Un jour, Daphnée, alors âgée de 18 ans, a envoyé un gif à son père sur Messenger. « Ça disait simplement ‘’I’m pregnant’’ (je suis enceinte), se souvient Martin. J’ai répondu : “What the fuck?!” »
Accepter que sa fille devienne mère alors que lui-même apprivoisait encore son rôle de père n’a pas été de tout repos. « Ça n’a pas été évident, se souvient Martin, devenu grand-père à 37 ans. Surtout que le chum de ma fille avait 34 ans. »
La parentalité décalée
L’âge moyen de la parentalité ne cesse de reculer. Les plus récentes données de l’Institut de la statistique du Québec indiquent qu’en 2023, les hommes devenaient pères à 34 ans et que les femmes découvraient la maternité à 31,3 ans. En comparaison, à la fin des années 1970, l’âge moyen de la parentalité était de trois ans et demi plus jeune, et ce, pour les deux sexes.
Mesuré pour la toute première fois en 2017 dans le cadre de l’Enquête sociale générale de Statistique Canada, l’âge moyen auquel on devient grand-parent a été établi à 51 ans pour les femmes et 54 ans chez les hommes.
Julie, Karine et Martin ont certainement contribué à faire diminuer cette moyenne, eux qui sont devenus parents à l’aube de leur vie adulte et grands-parents à la mi-trentaine
La sociologue et professeure au Cégep de Victoriaville Andrée-Anne Boucher pose l’hypothèse que le fait d’avoir eu des enfants à un jeune âge peut influencer la seconde génération à faire de même.
« Dans mes études, j’ai remarqué une dynamique où si vos parents vous avaient eu plus tard, vous aviez plus de chances d’avoir des enfants à un âge plus avancé, et vice versa », explique-t-elle en entrevue.
Entre deux chaises
Julie a eu la chance de garder les mêmes amis toute sa vie, malgré leurs parcours diamétralement opposés.
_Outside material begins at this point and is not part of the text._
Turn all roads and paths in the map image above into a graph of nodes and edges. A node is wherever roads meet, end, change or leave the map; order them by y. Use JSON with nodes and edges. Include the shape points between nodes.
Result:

« J’ai toujours eu des amis compréhensifs. D’autres voyaient mon appartement comme un lieu pour faire la fête, loin des adultes!, témoigne-t-elle en grimaçant. Avec le recul, j’étais rendue capable de me mettre à la place de leurs parents. »
Selon Andrée-Anne Boucher, ce décalage est fréquent chez les personnes se trouvant dans la situation de Julie. « Les réalités ne sont plus les mêmes. Est-ce qu’on se reconnaît dans nos pairs ou dans leurs parents? On se retrouve pris entre deux chaises », souligne-t-elle.
Une réalité complexe
La réalité de Julie, Martin et Karine est aussi particulière, parce que contrairement à d’autres grands-parents qui profitent de leurs petits-enfants une fois à la retraite, ils sont encore sur le marché du travail et le seront pendant plusieurs années.
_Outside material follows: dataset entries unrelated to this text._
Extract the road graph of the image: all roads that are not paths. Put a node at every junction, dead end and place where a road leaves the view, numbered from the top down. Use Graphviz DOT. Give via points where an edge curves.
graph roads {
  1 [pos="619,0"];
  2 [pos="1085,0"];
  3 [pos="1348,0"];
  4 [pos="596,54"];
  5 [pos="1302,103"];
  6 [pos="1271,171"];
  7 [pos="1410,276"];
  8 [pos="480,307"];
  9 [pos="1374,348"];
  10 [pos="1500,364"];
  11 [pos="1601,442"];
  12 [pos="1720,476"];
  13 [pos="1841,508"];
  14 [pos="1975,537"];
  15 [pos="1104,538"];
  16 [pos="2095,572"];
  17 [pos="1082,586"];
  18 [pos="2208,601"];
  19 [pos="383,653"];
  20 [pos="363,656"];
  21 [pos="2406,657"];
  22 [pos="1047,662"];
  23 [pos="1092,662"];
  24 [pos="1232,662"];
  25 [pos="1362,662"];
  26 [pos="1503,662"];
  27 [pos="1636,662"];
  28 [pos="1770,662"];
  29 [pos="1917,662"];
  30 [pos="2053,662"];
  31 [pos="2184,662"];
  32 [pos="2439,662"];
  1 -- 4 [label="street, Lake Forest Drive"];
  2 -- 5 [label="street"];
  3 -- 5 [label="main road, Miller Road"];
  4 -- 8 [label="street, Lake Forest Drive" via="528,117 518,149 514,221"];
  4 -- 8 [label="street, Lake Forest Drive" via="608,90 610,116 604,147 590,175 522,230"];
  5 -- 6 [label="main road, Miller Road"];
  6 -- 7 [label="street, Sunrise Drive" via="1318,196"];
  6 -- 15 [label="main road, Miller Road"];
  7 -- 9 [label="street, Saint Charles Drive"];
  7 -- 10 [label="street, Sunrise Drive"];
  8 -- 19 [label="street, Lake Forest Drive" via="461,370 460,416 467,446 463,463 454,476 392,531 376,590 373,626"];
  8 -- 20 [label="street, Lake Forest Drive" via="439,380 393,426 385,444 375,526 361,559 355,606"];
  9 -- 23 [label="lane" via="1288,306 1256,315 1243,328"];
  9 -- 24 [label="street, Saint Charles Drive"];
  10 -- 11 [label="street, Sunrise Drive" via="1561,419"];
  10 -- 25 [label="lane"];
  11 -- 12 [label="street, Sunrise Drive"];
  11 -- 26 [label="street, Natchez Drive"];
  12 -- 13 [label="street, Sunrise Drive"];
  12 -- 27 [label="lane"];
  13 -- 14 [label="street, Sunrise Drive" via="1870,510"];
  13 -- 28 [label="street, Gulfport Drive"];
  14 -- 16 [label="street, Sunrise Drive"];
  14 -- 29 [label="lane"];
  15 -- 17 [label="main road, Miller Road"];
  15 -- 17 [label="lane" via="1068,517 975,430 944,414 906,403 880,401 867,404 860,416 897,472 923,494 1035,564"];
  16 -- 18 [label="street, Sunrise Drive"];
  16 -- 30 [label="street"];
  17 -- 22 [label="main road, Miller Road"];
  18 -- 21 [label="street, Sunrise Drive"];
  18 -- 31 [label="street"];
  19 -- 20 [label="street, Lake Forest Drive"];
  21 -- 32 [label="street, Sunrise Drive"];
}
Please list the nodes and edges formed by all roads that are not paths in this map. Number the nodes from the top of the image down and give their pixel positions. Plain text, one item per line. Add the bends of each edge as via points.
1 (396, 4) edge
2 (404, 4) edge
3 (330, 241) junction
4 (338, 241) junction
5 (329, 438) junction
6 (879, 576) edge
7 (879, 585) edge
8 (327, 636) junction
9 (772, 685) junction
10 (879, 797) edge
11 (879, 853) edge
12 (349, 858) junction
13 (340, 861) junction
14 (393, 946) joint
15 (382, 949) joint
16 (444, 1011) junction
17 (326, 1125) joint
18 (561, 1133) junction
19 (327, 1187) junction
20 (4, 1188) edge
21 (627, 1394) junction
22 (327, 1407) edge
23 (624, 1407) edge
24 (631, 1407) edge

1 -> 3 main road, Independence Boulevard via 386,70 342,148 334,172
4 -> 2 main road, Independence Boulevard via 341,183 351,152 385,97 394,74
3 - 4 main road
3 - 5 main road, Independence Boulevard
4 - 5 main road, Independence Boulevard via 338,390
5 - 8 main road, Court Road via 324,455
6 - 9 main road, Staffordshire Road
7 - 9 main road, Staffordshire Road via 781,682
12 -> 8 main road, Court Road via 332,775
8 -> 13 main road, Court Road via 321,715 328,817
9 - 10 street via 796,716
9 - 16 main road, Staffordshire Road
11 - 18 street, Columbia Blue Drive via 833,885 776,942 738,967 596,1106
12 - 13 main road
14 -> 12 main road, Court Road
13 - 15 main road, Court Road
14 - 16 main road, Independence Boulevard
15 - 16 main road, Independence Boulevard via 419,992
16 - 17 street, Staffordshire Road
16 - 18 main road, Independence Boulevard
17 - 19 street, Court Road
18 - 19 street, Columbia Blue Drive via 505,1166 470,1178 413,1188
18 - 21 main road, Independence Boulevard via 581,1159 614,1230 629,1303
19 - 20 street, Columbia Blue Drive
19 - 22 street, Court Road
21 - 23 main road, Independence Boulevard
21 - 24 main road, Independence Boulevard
« Ça amène une complexification des enjeux de conciliation travail-famille, observe Andrée-Anne Boucher. On est dans une dynamique où c’est plus difficile, voire carrément impossible de prendre les petits-enfants à la dernière minute si les parents ont besoin d’aide. »
À cela s’ajoute le fait que ces grands-parents ont parfois eux-mêmes des parents vieillissants dont ils doivent prendre soin.
Liberté retrouvée
L’avantage d’avoir eu ses enfants – et ses petits-enfants – à un jeune âge, c’est d’avoir encore de belles années pour profiter de la vie avec ceux-ci.
« En ce moment, à 40 ans, je vis la liberté dont je n’ai pas profité quand j’étais jeune, relève Karine. Si c’était à refaire, je recommencerais de la même manière. »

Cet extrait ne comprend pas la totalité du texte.